Theory, Examples & Exercises
This is an old revision of the document!
Linear constrained ordination methods implicitly based on Euclidean (RDA) or Hellinger/chord/other (tb-RDA) distances. The calculation (detailed below) can be simply described as a set of (multiple) linear regression analyses, where species abundances (for each species in the species composition matrix separately) are regressed against (one or several) environmental variable(s). The result is that variation in species composition is decomposed into variation related to environmental variables (represented by constrained/canonical axes) and not related to environmental variables (unconstrained axes). The number of constrained axes is equal or lower than the number of quantitative explanatory variables; in the case of a qualitative/categorical variable, the number of constrained axes is equal to the number of categories in that variable minus one. Each canonical axis is a linear combination of all explanatory variables.

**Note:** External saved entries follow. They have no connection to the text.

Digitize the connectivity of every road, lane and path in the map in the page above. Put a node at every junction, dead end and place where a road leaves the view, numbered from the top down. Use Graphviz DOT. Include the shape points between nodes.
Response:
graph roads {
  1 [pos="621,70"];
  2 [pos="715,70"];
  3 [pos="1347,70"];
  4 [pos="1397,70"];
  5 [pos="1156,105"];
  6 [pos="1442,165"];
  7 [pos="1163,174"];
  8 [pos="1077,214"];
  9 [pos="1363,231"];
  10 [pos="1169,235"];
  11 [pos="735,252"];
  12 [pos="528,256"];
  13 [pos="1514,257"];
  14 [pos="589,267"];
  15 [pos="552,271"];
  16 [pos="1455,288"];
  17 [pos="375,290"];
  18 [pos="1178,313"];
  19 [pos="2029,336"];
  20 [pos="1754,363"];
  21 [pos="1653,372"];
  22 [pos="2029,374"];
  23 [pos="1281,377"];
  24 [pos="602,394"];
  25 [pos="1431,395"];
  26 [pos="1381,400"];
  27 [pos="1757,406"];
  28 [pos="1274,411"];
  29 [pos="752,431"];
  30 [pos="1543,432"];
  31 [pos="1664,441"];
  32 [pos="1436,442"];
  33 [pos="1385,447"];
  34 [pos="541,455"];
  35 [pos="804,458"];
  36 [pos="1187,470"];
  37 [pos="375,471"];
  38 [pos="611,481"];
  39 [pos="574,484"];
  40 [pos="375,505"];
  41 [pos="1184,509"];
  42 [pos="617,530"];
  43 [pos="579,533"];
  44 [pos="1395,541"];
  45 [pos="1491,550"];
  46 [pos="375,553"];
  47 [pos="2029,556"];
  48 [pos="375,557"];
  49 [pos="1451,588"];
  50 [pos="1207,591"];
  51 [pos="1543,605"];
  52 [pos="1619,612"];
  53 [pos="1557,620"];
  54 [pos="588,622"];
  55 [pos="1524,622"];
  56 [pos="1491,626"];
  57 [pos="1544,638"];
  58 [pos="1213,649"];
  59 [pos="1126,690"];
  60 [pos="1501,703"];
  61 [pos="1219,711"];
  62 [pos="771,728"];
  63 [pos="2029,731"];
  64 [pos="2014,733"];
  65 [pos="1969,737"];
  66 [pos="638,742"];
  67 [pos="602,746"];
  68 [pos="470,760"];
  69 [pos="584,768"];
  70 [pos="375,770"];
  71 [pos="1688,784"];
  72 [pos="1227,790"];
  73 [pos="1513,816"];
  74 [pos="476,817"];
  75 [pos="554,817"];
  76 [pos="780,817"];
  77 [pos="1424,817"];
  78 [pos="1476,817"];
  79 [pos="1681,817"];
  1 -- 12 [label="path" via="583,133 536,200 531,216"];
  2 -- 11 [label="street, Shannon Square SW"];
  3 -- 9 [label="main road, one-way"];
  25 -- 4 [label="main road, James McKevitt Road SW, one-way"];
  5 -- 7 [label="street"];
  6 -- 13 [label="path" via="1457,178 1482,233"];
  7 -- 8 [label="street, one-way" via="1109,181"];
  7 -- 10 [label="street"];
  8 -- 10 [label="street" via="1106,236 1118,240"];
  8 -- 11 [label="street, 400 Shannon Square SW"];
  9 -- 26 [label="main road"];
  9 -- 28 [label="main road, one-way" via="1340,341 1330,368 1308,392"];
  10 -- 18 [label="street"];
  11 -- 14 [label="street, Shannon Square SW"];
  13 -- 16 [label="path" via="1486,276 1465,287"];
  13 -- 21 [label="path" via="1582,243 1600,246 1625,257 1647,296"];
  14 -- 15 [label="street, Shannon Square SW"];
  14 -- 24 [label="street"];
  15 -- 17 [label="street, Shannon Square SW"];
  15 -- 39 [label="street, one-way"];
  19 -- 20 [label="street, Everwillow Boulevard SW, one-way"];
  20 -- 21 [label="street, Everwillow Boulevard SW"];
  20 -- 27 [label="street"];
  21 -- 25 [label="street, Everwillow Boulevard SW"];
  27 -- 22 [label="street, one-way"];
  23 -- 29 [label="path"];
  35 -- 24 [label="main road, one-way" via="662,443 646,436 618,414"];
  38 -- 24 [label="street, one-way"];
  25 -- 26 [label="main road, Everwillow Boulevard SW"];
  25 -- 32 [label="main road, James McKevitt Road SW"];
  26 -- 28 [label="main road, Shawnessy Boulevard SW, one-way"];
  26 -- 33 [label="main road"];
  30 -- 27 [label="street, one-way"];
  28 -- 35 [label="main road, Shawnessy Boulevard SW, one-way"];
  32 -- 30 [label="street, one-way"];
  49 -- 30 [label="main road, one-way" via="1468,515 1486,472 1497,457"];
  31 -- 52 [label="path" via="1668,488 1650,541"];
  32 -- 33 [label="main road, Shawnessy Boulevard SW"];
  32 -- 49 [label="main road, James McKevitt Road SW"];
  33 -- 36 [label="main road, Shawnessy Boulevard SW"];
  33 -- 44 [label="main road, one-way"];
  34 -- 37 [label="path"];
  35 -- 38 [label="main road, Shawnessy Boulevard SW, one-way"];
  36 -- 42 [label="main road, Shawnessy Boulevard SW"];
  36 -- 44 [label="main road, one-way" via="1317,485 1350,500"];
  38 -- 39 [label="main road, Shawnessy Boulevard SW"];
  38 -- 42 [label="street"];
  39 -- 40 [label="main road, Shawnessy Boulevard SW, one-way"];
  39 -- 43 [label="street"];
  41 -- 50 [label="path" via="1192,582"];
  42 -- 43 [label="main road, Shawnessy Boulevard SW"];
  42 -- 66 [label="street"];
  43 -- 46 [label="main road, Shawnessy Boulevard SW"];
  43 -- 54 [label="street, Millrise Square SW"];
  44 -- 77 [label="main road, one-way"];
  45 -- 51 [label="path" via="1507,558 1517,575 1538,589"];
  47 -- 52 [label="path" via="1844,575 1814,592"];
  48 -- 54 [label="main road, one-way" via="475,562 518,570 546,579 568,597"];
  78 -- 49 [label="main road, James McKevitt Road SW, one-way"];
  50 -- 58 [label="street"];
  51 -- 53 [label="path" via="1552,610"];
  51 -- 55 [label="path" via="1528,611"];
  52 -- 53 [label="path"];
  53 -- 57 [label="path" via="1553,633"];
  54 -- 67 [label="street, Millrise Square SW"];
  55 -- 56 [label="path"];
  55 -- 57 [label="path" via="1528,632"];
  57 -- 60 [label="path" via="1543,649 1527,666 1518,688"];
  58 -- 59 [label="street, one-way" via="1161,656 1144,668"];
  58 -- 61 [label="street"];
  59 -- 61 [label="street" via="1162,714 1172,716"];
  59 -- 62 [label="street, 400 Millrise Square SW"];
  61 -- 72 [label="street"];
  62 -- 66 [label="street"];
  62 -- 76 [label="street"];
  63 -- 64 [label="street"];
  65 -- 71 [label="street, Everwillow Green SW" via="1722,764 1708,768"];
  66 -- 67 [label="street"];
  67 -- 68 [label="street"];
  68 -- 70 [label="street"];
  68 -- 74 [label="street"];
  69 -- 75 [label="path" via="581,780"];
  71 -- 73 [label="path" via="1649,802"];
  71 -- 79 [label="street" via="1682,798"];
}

The algorithm of RDA can be summarised as follows (Fig. 1 and Fig. 2). The matrix of species composition (sample x species) and the matrix of environmental variables (sample x env.variables, for simplicity containing only one env. variable in the illustration below) needs to be available.
While in the case of unconstrained ordination the information we are interested is mostly about the configuration of samples and species in the ordination diagram, the relative importance of individual ordination axes (measured by their eigenvalues) and ecological interpretation of ordination axes, in the case of constrained ordinations we are more interested in the effect of environmental variables on species composition, namely in the amount of variation these variables explain (see the section Explained variation), and whether this variation is significant or not (Monte Carlo permutation test), which of the available environmental variables are important to explain variation of studies community (Forward selection) and how to partition the variation explained by different variables or different sets of variables (Variation partitioning).
Unimodal constrained ordination method, related to correspondence analysis (CA), with an algorithm derived from redundancy analysis (RDA). The algorithm of RDA is modified in the way that instead of raw species composition data, the set of regressions is done on the matrix, and the weighted multiple regression is used instead of simple multiple regression, where weights are row sums, i.e. the sums of species abundances in individual samples. The requirement for input data is the same as for correspondence analysis - the data must be non-negative integers or presences-absences.
Note that CCA calculates two sets of sample scores: LC scores, and WA scores. LC scores are linear combinations of the columns in the environmental matrix, while WA scores are weighted averages of the species scores. Default plotting of ordination diagrams differ between programs; e.g. in R (library vegan), the samples in CCA ordination plots are using WA scores, while in CANOCO 5 they are plotted using LC scores. Use of each scoring method has its proponents and opponents. Some (e.g. ter Braak, one of two CANOCO 5 authors) that LC scores are more meaningful, since they are not influenced by species composition; others (e.g. McCune, author of PC-ORD) that WA scores are better, because they are resistant against the noise in the species composition data. The difference when plotted onto the ordination diagram is rather obvious when explanatory (environmental) variables are factors with several levels, or quantitative variables with evenly spaced values (Fig. 3). Remember to report which scores you have chosen to display, whether LC or WA.
This is RDA applied to the matrix of sample scores calculated by principal coordinate analysis (PCoA). The raw species data are first converted into a dissimilarity matrix using a selected dissimilarity metric, and this matrix is submitted to PCoA. The matrix of site scores on all PCoA ordination axes is then used in RDA instead of the raw species data together with explanatory variables. The benefit of db-RDA is that any distance metric can be applied on the data (i.e. not only Euclidean as in RDA, Hellinger (or few others) as in tb-RDA, or chi-square as in CCA). Care must be applied to avoid negative eigenvalues in PCoA, which would be omitted from the analyses; the solution is to either use only metric (Euclidean) dissimilarities, or apply transformation which will turn non-metric dissimilarity into metric one (e.g. square root transformation applied on Bray-Curtis dissimilarity), or using some of the available corrections. Since species information is lost during the calculation of the dissimilarity matrix, the species scores can be added into the final ordination diagram as weighted means of site score in which they occur.